Stiglitz sees the invisible hand of the IMF behind almost every crisis, from the collapse of the post-communist Russian economy to the East Asian crisis that began when the Thai baht collapsed in July 1997. He says the common denominator among these and other implosions has been the IMF’s demand for fiscal austerity, privatization, and market liberalization.


In Russia, for example, Stiglitz points out that when most price controls were lifted virtually overnight in 1992, a period of hyperinflation was ushered in. The antidote, according to the IMF, was to tighten monetary policy through interest rate hikes. But Stiglitz says the liberalization and stabilization policies pushed by the IMF actually worked against the strategy of privatization as investment halted, savings evaporated due to inflation, and privatization led to asset stripping. Oligarchs with political connections, for example, were able to garner former state-owned assets for pennies on the dollar.


The problems in Russia were exacerbated in 1998 when the East Asian crisis depressed demand for oil and crude prices fell, robbing Russia of an important source of income. In Stiglitz’s view, the East Asian meltdown can be traced to currency speculators who took advantage of the region’s liberalized financial markets.
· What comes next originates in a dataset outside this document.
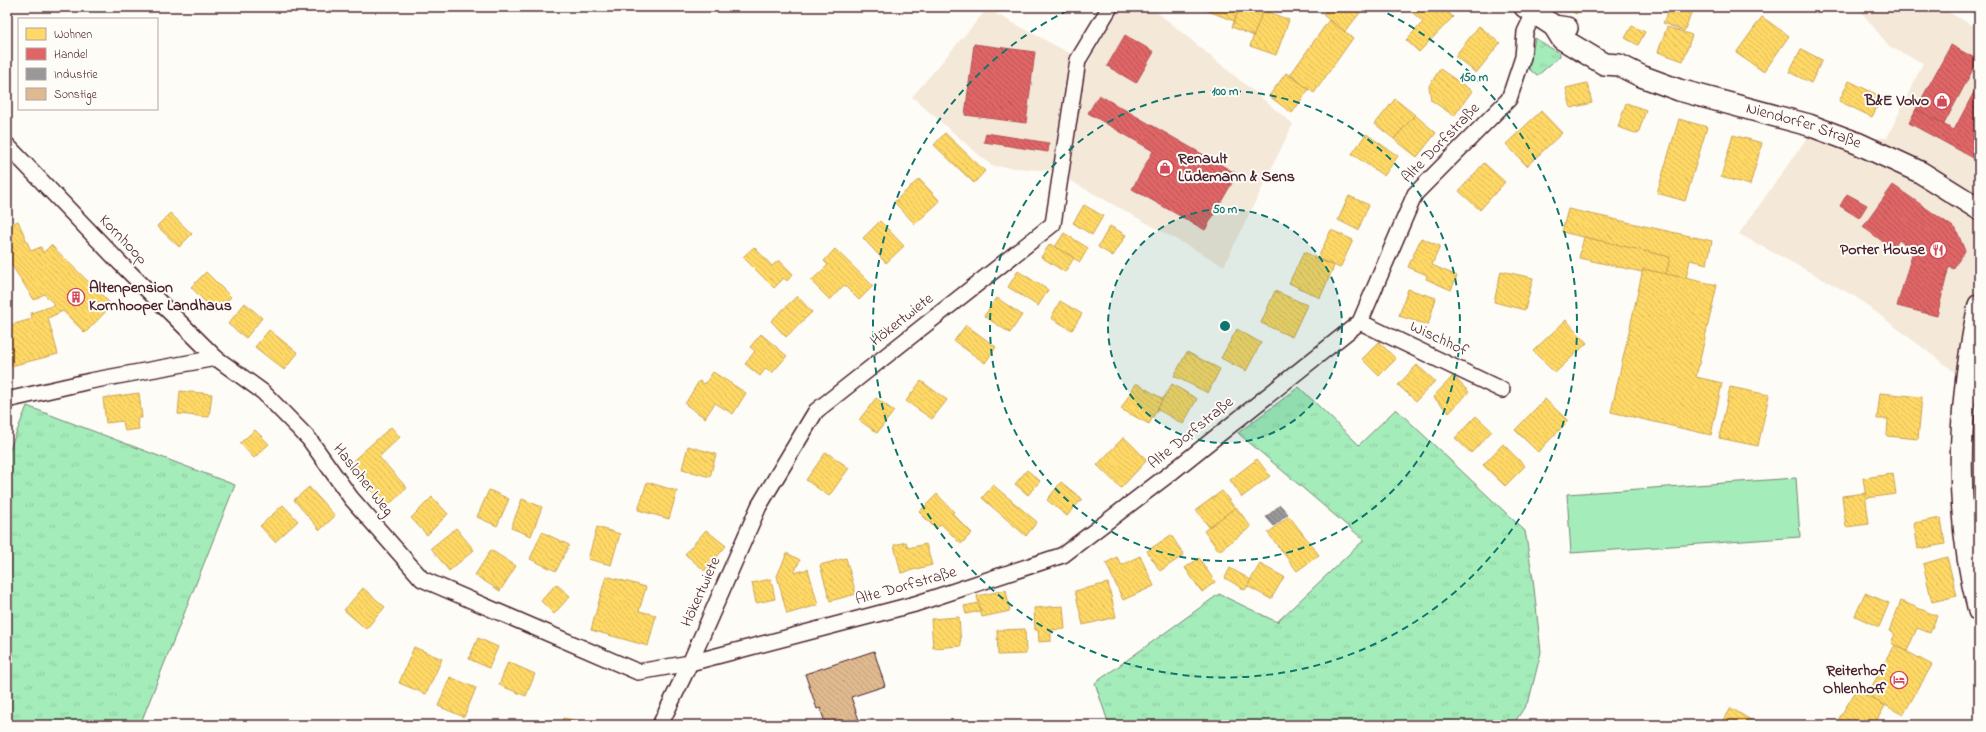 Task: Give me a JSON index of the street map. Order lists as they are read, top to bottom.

Of course, those markets were opened in response to pressure from the IMF.


“If the crises had a familiar pattern, so too did the IMF’s responses: It provided huge amounts of money (the total bailout packages, including support from G-7 countries, was $95 billion) so the countries could sustain the exchange rate,” writes Stiglitz. “The money served another function: It enabled the countries to provide dollars to the firms that had borrowed from Western bankers to repay the loans.”


Stiglitz may say that the crises have a familiar pattern, but so do his explanations, which consist of a connect-the-dots approach that consistently points to the IMF’s free-market policies as a disrupting force, while virtually ignoring other causes. In his analysis of the East Asian crises, for example, Stiglitz plays down the destructive role of collusive government-business ties, particularly those involving the chaebol, or inter-networked conglomerates, and the banks.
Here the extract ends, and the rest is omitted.